WHAT THE TASK REQUIRES>
Could you please retype all of the records exactly, skipping any pictures?

DATA RECORDS>
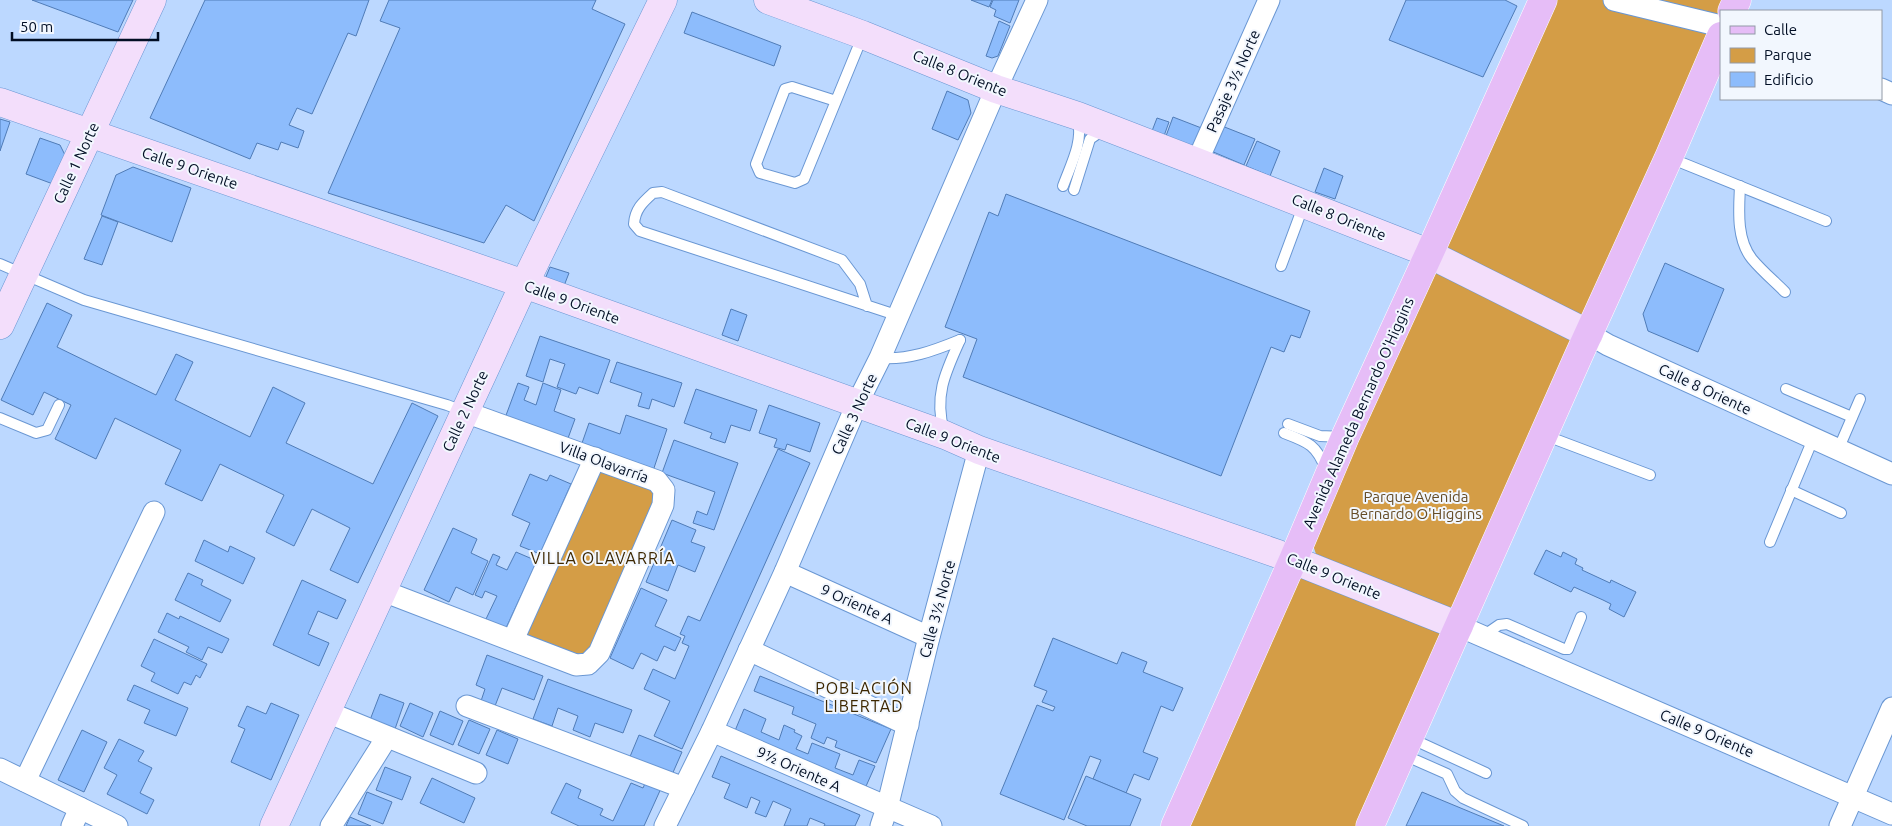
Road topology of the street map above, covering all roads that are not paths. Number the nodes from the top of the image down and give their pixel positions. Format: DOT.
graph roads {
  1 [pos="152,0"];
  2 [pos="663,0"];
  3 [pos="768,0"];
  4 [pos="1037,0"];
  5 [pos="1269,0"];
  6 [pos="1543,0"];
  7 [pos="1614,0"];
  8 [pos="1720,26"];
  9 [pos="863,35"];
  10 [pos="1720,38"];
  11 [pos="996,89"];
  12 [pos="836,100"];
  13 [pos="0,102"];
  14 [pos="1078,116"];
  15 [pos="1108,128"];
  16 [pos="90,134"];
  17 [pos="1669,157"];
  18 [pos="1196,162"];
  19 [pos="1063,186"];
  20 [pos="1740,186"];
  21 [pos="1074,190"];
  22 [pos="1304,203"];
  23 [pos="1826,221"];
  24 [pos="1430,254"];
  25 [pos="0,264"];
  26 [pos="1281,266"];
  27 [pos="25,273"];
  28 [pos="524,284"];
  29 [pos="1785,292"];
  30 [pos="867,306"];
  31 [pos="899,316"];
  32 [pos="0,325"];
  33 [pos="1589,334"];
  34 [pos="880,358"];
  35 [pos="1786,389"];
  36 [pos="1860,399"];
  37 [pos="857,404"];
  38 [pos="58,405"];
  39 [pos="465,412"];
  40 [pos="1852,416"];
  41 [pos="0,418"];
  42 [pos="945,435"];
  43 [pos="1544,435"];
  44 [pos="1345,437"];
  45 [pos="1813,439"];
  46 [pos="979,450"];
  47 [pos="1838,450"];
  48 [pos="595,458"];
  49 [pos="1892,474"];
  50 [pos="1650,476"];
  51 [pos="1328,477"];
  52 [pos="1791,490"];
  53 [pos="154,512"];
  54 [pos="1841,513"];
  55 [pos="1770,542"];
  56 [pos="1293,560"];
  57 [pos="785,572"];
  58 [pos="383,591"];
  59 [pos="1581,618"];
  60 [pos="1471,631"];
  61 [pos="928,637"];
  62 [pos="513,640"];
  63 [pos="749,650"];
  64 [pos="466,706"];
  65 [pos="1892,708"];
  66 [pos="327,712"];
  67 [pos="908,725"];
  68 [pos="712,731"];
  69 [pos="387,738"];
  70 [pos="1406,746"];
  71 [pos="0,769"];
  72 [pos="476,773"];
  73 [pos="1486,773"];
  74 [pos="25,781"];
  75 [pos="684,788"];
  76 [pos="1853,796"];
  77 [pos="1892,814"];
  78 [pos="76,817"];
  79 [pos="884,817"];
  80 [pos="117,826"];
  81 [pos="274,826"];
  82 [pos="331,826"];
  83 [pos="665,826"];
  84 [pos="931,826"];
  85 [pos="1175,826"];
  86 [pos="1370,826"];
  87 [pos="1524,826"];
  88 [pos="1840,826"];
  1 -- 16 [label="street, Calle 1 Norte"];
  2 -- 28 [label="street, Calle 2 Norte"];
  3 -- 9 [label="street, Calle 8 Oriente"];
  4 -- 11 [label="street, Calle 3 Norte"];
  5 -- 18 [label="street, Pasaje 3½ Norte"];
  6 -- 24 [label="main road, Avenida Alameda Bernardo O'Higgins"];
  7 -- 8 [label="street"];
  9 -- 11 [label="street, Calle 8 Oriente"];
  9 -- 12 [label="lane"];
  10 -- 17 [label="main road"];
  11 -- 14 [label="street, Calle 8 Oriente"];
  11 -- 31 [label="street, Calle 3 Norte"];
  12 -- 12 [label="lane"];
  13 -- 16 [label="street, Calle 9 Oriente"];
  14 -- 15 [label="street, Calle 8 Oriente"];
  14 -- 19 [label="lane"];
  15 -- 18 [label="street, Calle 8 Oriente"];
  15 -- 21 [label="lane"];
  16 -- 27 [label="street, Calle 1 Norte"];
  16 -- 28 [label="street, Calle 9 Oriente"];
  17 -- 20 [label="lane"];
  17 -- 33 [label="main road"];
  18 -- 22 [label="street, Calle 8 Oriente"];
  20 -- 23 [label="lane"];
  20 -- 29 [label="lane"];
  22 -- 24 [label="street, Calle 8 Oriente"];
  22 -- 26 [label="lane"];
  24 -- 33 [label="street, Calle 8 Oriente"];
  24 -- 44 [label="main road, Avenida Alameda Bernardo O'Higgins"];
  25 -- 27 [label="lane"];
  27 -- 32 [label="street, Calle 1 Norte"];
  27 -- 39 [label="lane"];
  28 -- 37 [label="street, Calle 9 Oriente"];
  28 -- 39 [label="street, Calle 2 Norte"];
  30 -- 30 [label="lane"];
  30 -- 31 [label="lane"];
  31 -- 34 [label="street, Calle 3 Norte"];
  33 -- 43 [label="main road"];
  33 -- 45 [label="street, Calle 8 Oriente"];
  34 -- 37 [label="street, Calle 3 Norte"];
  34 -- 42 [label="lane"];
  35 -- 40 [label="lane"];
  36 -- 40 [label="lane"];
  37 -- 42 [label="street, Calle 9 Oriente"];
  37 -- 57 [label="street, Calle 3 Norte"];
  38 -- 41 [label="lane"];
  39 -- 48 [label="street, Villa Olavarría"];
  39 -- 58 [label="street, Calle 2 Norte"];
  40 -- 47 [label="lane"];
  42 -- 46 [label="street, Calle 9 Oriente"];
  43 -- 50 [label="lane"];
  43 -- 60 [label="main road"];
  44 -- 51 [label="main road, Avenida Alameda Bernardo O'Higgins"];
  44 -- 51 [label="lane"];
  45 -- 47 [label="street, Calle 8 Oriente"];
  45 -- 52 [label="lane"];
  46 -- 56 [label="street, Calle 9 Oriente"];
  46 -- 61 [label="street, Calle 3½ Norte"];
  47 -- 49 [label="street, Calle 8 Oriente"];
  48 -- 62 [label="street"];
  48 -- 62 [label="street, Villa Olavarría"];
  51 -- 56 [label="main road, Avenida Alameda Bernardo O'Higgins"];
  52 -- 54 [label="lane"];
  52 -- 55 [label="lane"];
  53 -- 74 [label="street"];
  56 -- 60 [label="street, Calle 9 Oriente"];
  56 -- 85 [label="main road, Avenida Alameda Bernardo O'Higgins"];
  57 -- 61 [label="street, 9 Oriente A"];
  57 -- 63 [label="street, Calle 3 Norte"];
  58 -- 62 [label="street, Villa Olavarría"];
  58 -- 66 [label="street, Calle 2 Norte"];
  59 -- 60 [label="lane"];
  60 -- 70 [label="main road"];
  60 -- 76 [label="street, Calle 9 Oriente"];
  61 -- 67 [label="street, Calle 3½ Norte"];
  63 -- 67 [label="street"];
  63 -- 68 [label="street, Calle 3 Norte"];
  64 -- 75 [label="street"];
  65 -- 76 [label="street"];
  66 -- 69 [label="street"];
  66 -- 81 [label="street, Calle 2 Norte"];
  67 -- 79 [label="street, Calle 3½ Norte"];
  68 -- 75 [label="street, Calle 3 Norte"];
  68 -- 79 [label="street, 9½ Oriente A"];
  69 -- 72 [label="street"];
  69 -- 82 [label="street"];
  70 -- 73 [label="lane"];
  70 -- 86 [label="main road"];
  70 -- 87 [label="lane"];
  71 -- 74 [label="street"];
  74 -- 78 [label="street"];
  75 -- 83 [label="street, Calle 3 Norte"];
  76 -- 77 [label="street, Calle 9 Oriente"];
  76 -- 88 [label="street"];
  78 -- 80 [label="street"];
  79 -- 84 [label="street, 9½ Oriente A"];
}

RESULT OF THIS EXERCISE>
Road topology of the street map above, covering all roads that are not paths. Number the nodes from the top of the image down and give their pixel positions. Format: DOT.
graph roads {
  1 [pos="152,0"];
  2 [pos="663,0"];
  3 [pos="768,0"];
  4 [pos="1037,0"];
  5 [pos="1269,0"];
  6 [pos="1543,0"];
  7 [pos="1614,0"];
  8 [pos="1720,26"];
  9 [pos="863,35"];
  10 [pos="1720,38"];
  11 [pos="996,89"];
  12 [pos="836,100"];
  13 [pos="0,102"];
  14 [pos="1078,116"];
  15 [pos="1108,128"];
  16 [pos="90,134"];
  17 [pos="1669,157"];
  18 [pos="1196,162"];
  19 [pos="1063,186"];
  20 [pos="1740,186"];
  21 [pos="1074,190"];
  22 [pos="1304,203"];
  23 [pos="1826,221"];
  24 [pos="1430,254"];
  25 [pos="0,264"];
  26 [pos="1281,266"];
  27 [pos="25,273"];
  28 [pos="524,284"];
  29 [pos="1785,292"];
  30 [pos="867,306"];
  31 [pos="899,316"];
  32 [pos="0,325"];
  33 [pos="1589,334"];
  34 [pos="880,358"];
  35 [pos="1786,389"];
  36 [pos="1860,399"];
  37 [pos="857,404"];
  38 [pos="58,405"];
  39 [pos="465,412"];
  40 [pos="1852,416"];
  41 [pos="0,418"];
  42 [pos="945,435"];
  43 [pos="1544,435"];
  44 [pos="1345,437"];
  45 [pos="1813,439"];
  46 [pos="979,450"];
  47 [pos="1838,450"];
  48 [pos="595,458"];
  49 [pos="1892,474"];
  50 [pos="1650,476"];
  51 [pos="1328,477"];
  52 [pos="1791,490"];
  53 [pos="154,512"];
  54 [pos="1841,513"];
  55 [pos="1770,542"];
  56 [pos="1293,560"];
  57 [pos="785,572"];
  58 [pos="383,591"];
  59 [pos="1581,618"];
  60 [pos="1471,631"];
  61 [pos="928,637"];
  62 [pos="513,640"];
  63 [pos="749,650"];
  64 [pos="466,706"];
  65 [pos="1892,708"];
  66 [pos="327,712"];
  67 [pos="908,725"];
  68 [pos="712,731"];
  69 [pos="387,738"];
  70 [pos="1406,746"];
  71 [pos="0,769"];
  72 [pos="476,773"];
  73 [pos="1486,773"];
  74 [pos="25,781"];
  75 [pos="684,788"];
  76 [pos="1853,796"];
  77 [pos="1892,814"];
  78 [pos="76,817"];
  79 [pos="884,817"];
  80 [pos="117,826"];
  81 [pos="274,826"];
  82 [pos="331,826"];
  83 [pos="665,826"];
  84 [pos="931,826"];
  85 [pos="1175,826"];
  86 [pos="1370,826"];
  87 [pos="1524,826"];
  88 [pos="1840,826"];
  1 -- 16 [label="street, Calle 1 Norte"];
  2 -- 28 [label="street, Calle 2 Norte"];
  3 -- 9 [label="street, Calle 8 Oriente"];
  4 -- 11 [label="street, Calle 3 Norte"];
  5 -- 18 [label="street, Pasaje 3½ Norte"];
  6 -- 24 [label="main road, Avenida Alameda Bernardo O'Higgins"];
  7 -- 8 [label="street"];
  9 -- 11 [label="street, Calle 8 Oriente"];
  9 -- 12 [label="lane"];
  10 -- 17 [label="main road"];
  11 -- 14 [label="street, Calle 8 Oriente"];
  11 -- 31 [label="street, Calle 3 Norte"];
  12 -- 12 [label="lane"];
  13 -- 16 [label="street, Calle 9 Oriente"];
  14 -- 15 [label="street, Calle 8 Oriente"];
  14 -- 19 [label="lane"];
  15 -- 18 [label="street, Calle 8 Oriente"];
  15 -- 21 [label="lane"];
  16 -- 27 [label="street, Calle 1 Norte"];
  16 -- 28 [label="street, Calle 9 Oriente"];
  17 -- 20 [label="lane"];
  17 -- 33 [label="main road"];
  18 -- 22 [label="street, Calle 8 Oriente"];
  20 -- 23 [label="lane"];
  20 -- 29 [label="lane"];
  22 -- 24 [label="street, Calle 8 Oriente"];
  22 -- 26 [label="lane"];
  24 -- 33 [label="street, Calle 8 Oriente"];
  24 -- 44 [label="main road, Avenida Alameda Bernardo O'Higgins"];
  25 -- 27 [label="lane"];
  27 -- 32 [label="street, Calle 1 Norte"];
  27 -- 39 [label="lane"];
  28 -- 37 [label="street, Calle 9 Oriente"];
  28 -- 39 [label="street, Calle 2 Norte"];
  30 -- 30 [label="lane"];
  30 -- 31 [label="lane"];
  31 -- 34 [label="street, Calle 3 Norte"];
  33 -- 43 [label="main road"];
  33 -- 45 [label="street, Calle 8 Oriente"];
  34 -- 37 [label="street, Calle 3 Norte"];
  34 -- 42 [label="lane"];
  35 -- 40 [label="lane"];
  36 -- 40 [label="lane"];
  37 -- 42 [label="street, Calle 9 Oriente"];
  37 -- 57 [label="street, Calle 3 Norte"];
  38 -- 41 [label="lane"];
  39 -- 48 [label="street, Villa Olavarría"];
  39 -- 58 [label="street, Calle 2 Norte"];
  40 -- 47 [label="lane"];
  42 -- 46 [label="street, Calle 9 Oriente"];
  43 -- 50 [label="lane"];
  43 -- 60 [label="main road"];
  44 -- 51 [label="main road, Avenida Alameda Bernardo O'Higgins"];
  44 -- 51 [label="lane"];
  45 -- 47 [label="street, Calle 8 Oriente"];
  45 -- 52 [label="lane"];
  46 -- 56 [label="street, Calle 9 Oriente"];
  46 -- 61 [label="street, Calle 3½ Norte"];
  47 -- 49 [label="street, Calle 8 Oriente"];
  48 -- 62 [label="street"];
  48 -- 62 [label="street, Villa Olavarría"];
  51 -- 56 [label="main road, Avenida Alameda Bernardo O'Higgins"];
  52 -- 54 [label="lane"];
  52 -- 55 [label="lane"];
  53 -- 74 [label="street"];
  56 -- 60 [label="street, Calle 9 Oriente"];
  56 -- 85 [label="main road, Avenida Alameda Bernardo O'Higgins"];
  57 -- 61 [label="street, 9 Oriente A"];
  57 -- 63 [label="street, Calle 3 Norte"];
  58 -- 62 [label="street, Villa Olavarría"];
  58 -- 66 [label="street, Calle 2 Norte"];
  59 -- 60 [label="lane"];
  60 -- 70 [label="main road"];
  60 -- 76 [label="street, Calle 9 Oriente"];
  61 -- 67 [label="street, Calle 3½ Norte"];
  63 -- 67 [label="street"];
  63 -- 68 [label="street, Calle 3 Norte"];
  64 -- 75 [label="street"];
  65 -- 76 [label="street"];
  66 -- 69 [label="street"];
  66 -- 81 [label="street, Calle 2 Norte"];
  67 -- 79 [label="street, Calle 3½ Norte"];
  68 -- 75 [label="street, Calle 3 Norte"];
  68 -- 79 [label="street, 9½ Oriente A"];
  69 -- 72 [label="street"];
  69 -- 82 [label="street"];
  70 -- 73 [label="lane"];
  70 -- 86 [label="main road"];
  70 -- 87 [label="lane"];
  71 -- 74 [label="street"];
  74 -- 78 [label="street"];
  75 -- 83 [label="street, Calle 3 Norte"];
  76 -- 77 [label="street, Calle 9 Oriente"];
  76 -- 88 [label="street"];
  78 -- 80 [label="street"];
  79 -- 84 [label="street, 9½ Oriente A"];
}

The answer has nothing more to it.